— WORK REQUEST —
Pick out all lines in the listing holding the string "bends" and copy them.

— INFORMATION —
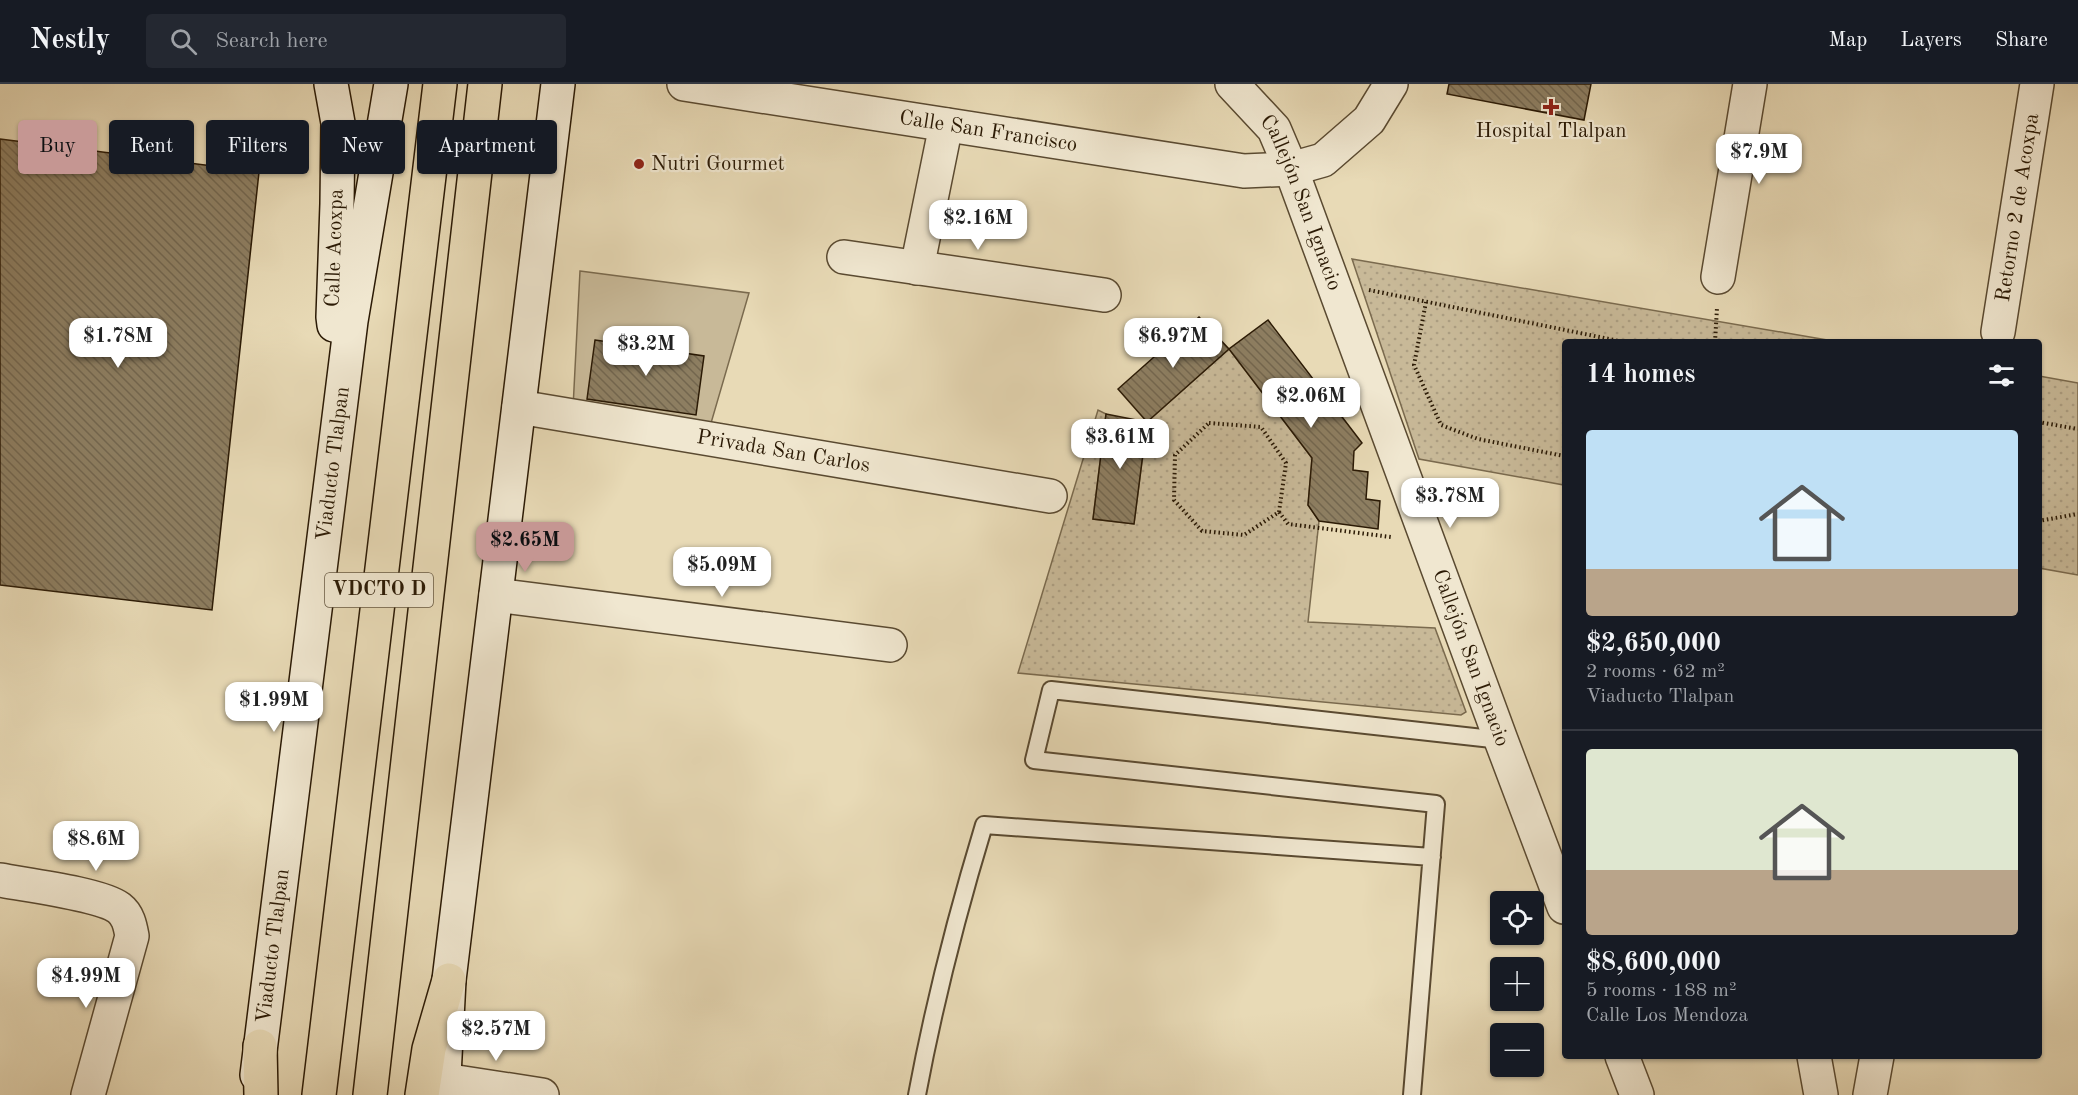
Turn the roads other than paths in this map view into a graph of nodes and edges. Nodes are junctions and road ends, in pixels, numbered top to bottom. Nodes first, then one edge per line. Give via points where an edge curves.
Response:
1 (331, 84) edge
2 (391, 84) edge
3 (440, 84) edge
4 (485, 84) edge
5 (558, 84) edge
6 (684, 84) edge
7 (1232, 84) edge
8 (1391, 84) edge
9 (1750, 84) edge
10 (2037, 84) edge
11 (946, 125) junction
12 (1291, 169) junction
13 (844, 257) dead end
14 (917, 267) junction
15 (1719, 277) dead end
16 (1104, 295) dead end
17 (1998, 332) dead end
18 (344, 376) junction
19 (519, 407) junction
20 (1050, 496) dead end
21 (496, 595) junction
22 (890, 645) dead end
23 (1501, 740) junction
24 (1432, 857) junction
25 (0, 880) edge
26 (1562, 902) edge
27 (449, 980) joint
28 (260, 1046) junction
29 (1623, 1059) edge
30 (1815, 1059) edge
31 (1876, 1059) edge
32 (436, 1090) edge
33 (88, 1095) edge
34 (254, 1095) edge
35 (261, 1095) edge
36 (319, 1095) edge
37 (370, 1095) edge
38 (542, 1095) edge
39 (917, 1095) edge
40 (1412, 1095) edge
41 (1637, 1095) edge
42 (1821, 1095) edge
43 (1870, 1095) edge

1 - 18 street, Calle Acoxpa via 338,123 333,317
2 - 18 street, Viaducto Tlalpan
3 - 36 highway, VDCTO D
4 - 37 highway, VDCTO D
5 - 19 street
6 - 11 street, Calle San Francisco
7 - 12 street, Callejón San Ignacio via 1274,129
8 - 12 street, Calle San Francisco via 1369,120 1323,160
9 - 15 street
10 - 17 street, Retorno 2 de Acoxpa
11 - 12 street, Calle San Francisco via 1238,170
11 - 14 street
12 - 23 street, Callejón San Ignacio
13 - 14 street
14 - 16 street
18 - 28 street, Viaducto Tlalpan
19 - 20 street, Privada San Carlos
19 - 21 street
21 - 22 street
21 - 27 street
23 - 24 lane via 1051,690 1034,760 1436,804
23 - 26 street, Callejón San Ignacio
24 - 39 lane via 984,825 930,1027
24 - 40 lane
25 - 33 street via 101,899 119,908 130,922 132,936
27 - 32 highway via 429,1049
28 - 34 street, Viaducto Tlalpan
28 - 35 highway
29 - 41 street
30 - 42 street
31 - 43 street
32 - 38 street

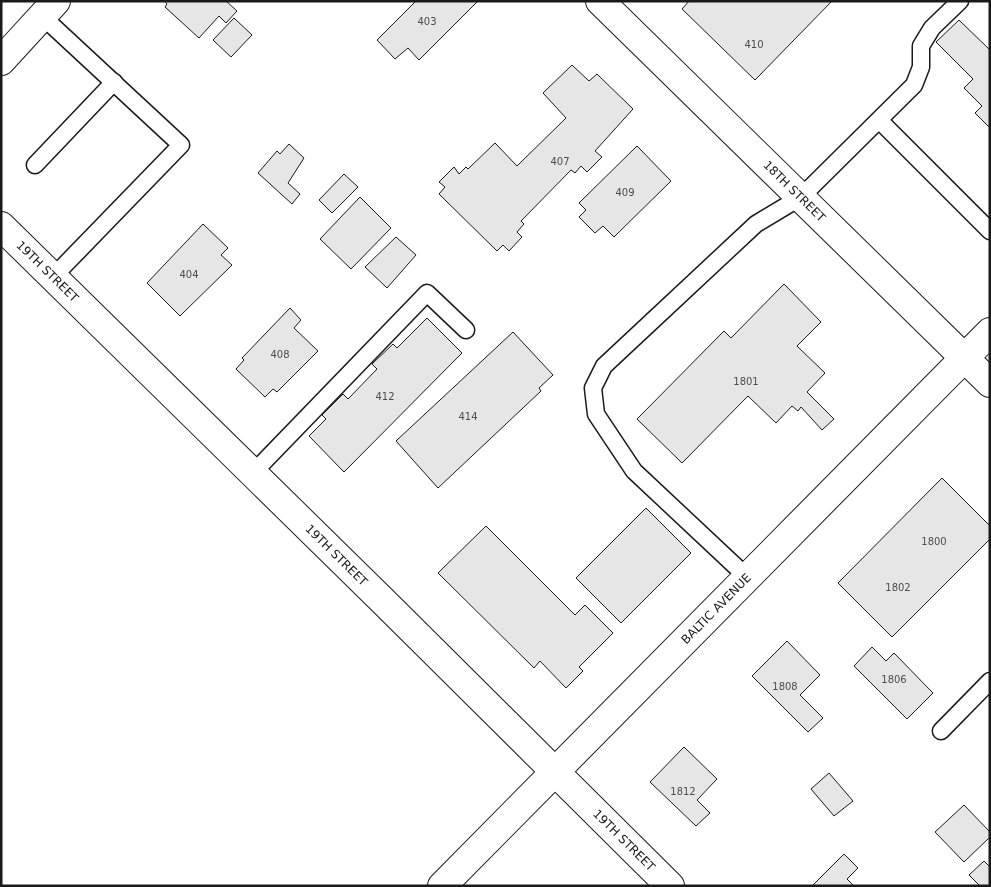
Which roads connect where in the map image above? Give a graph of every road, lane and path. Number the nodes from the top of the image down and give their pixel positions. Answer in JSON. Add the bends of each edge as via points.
* * *
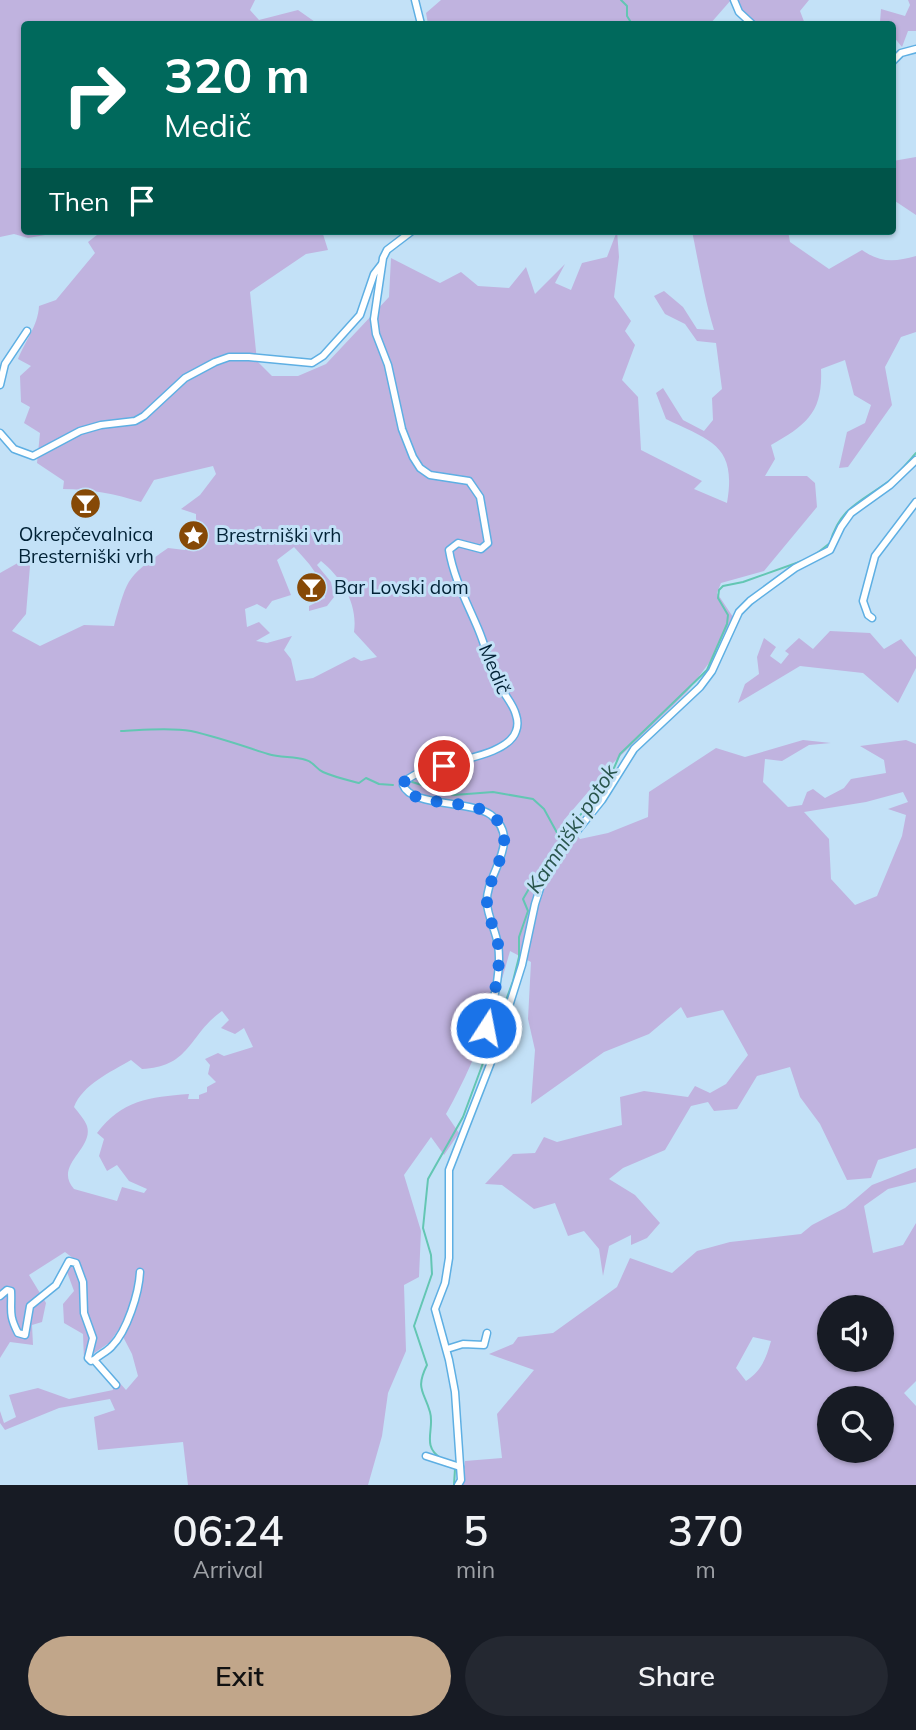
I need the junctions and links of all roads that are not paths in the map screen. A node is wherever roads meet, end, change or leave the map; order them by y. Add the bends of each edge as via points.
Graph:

— RESPONSE —
Which roads connect where in the map image above? Give a graph of every road, lane and path. Number the nodes from the top of the image down and give their pixel positions. Answer in JSON. Add the bends of each edge as via points.
I need the junctions and links of all roads that are not paths in the map screen. A node is wherever roads meet, end, change or leave the map; order them by y. Add the bends of each edge as via points.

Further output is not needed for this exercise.